Qu’y a-t-il de plus triste au monde que dépenser 15 millions de francs pour aménager sa propre maison en vue d’accueillir son mari dans le coma? Corinna Schumacher serait en train d’équiper médicalement leur résidence de Gland pour pouvoir rapatrier à son domicile l’ex- pilote de formule 1, qui ne s’est pas réveillé depuis son accident de ski survenu à Méribel il y a trois mois. Publiée par le Daily Mail, reprise par la presse du monde entier, cette nouvelle n’a pour une fois déclenché aucun sarcasme. Et Dieu sait qu’on a critiqué les Schumacher du temps de leur splendeur, leur goût pour la démesure, le manège à chevaux perso de Madame, leur paranoïa visant le pauvre refuge communal coincé à côté de chez eux.
Transformer sa maison en hôpital pour comateux, on voit bien que c’est délirant, disproportionné, inaccessible au commun des mortels. Nous vivrions dans un autre pays, à une autre époque, Schumacher serait mort depuis longtemps.

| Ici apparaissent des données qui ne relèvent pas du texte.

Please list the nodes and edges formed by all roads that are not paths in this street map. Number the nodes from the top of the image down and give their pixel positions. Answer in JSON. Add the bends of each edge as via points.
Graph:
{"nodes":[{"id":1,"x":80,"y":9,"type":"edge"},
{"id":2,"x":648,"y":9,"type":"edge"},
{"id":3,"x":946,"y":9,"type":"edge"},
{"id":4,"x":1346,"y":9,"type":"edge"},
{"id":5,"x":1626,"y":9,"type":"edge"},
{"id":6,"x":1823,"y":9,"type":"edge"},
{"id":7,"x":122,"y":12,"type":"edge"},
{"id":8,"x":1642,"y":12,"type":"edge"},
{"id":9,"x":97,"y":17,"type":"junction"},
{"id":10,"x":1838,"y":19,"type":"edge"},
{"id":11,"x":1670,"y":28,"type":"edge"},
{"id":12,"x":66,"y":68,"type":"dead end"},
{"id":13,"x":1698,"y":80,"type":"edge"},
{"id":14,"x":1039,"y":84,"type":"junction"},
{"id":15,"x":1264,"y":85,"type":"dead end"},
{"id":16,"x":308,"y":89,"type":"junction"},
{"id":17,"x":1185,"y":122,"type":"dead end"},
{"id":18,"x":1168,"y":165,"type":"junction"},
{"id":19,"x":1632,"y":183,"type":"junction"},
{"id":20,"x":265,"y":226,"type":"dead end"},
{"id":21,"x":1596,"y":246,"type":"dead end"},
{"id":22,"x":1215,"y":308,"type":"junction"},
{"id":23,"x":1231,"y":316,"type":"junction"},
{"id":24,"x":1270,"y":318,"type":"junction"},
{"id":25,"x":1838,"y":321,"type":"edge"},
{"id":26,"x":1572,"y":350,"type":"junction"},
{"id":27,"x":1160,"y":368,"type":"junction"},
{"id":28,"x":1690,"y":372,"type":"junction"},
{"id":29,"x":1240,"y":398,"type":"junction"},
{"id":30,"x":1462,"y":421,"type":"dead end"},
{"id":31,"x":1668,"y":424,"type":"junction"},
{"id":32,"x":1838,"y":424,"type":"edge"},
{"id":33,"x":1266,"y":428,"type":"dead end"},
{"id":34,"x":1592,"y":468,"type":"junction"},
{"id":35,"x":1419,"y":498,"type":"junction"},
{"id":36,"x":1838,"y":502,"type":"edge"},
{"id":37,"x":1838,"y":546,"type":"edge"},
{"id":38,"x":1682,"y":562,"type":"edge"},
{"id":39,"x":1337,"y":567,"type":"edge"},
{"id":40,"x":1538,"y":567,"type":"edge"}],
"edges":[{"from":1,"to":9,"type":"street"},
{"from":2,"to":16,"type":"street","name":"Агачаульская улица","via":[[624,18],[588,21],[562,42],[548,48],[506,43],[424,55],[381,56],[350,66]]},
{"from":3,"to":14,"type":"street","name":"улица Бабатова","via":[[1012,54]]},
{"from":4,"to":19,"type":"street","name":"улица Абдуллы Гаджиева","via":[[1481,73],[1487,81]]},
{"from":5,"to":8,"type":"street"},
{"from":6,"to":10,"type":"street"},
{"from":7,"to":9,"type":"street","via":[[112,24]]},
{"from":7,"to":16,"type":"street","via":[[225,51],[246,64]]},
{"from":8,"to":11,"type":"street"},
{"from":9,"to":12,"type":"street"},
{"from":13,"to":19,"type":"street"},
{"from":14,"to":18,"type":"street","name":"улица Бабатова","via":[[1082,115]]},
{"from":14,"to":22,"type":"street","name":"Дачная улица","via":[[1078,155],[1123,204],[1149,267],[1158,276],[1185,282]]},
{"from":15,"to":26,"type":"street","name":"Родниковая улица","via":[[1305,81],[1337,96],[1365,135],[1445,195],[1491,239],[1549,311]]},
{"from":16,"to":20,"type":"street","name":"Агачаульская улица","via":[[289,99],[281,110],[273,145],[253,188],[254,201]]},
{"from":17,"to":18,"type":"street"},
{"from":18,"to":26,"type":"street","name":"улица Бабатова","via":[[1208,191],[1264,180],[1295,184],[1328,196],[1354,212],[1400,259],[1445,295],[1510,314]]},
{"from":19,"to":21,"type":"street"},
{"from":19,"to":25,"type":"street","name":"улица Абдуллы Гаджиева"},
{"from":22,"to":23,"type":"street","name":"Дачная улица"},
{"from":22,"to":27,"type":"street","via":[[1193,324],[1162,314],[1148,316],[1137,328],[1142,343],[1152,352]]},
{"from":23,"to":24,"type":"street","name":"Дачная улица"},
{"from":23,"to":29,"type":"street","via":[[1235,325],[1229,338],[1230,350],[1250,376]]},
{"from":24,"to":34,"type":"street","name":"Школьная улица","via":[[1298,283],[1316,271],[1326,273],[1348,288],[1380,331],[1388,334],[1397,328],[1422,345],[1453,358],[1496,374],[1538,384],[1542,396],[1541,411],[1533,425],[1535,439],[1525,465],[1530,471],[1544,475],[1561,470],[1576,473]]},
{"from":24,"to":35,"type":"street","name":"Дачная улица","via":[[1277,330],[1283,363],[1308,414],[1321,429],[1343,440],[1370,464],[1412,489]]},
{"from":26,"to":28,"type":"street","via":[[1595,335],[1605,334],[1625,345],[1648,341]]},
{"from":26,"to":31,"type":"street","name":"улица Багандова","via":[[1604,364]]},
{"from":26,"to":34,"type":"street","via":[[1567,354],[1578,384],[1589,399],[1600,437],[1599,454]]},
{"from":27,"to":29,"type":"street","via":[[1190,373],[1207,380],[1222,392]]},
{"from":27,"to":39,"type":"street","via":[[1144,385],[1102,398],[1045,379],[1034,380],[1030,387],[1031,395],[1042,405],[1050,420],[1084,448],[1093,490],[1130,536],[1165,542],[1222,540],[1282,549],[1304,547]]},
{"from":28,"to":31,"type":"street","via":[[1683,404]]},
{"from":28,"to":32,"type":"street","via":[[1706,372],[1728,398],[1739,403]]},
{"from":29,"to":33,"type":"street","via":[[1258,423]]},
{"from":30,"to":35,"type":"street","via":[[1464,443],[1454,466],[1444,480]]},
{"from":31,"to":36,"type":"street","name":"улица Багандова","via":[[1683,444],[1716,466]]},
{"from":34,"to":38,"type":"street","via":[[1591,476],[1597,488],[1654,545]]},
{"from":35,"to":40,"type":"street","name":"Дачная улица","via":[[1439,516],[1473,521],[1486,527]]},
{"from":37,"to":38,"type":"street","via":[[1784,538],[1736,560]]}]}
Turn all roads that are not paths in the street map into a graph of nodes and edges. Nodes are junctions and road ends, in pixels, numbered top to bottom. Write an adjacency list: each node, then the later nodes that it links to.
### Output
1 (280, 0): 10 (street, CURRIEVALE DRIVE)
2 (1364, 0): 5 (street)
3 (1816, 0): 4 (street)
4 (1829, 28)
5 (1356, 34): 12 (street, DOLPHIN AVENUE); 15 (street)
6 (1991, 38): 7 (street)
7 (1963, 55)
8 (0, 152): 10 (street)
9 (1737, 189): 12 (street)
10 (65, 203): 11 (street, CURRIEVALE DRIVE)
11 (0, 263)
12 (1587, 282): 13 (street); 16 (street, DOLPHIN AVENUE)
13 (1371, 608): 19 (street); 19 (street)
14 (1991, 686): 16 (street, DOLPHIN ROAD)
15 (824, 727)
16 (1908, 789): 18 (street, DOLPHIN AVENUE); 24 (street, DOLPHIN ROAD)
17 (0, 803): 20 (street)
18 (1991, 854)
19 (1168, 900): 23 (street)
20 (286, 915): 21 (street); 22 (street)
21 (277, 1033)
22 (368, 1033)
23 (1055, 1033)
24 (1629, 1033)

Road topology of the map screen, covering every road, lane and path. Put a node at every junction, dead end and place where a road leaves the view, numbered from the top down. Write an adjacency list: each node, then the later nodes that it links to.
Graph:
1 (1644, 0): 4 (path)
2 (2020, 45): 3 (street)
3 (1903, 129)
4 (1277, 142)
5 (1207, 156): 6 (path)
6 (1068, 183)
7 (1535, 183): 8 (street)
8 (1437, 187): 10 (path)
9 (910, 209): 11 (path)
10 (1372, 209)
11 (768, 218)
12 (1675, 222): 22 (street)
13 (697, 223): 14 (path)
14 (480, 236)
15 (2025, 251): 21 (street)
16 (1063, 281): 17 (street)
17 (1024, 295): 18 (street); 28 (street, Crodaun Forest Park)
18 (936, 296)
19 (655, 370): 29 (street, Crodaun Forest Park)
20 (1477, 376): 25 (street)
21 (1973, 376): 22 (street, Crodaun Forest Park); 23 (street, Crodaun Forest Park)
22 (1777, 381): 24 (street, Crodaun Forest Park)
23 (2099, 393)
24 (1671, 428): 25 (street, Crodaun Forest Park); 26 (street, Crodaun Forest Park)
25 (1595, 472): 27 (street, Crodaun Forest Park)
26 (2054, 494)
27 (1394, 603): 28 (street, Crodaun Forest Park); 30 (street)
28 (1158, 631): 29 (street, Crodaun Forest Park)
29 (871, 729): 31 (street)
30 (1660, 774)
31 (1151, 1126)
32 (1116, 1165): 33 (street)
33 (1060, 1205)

On pourrait être jaloux. Combien de familles rêvent de construire une aile médicalisée dans leur jardin pour ne pas avoir besoin d’envoyer leurs vieux parents à l’EMS? Mais pour une fois, dans ce monde d’indignés, une superriche dépense beaucoup d’argent pour quelque chose de somme toute dérisoire – aucun million ne fera se réveiller son mari – sans qu’elle soit critiquée, moquée, clouée au pilori de l’opprobre démago-populaire. C’est qu’on a en face de nous plus grand, plus fort, plus immense que n’importe quel fleuve de sarcasmes: le chagrin.
Cette démesure dans le chagrin nous impressionne. C’est l’addition de deux sagesses populaires éternelles: «Quand on aime, on ne compte pas» et «L’espoir fait vivre». Parfois, l’argent ne compte pas. Pour de vrai. Le fameux Taj Mahal est un mausolée de marbre blanc construit par l’empereur Shah Jahan en mémoire de son épouse, Mumtaz-i Mahal, morte en 1631 en donnant naissance à leur quatorzième enfant. Dans ses entrailles se trouvent les restes de la tombe de Humayun, deuxième empereur moghol. C’était un bâtiment fantastique, superbe, dont la construction dura huit ans. C’est sa veuve qui l’a voulu. Humayun, après une vie à faire la guerre et à conquérir des empires, est mort, en 1556, en tombant dans un escalier.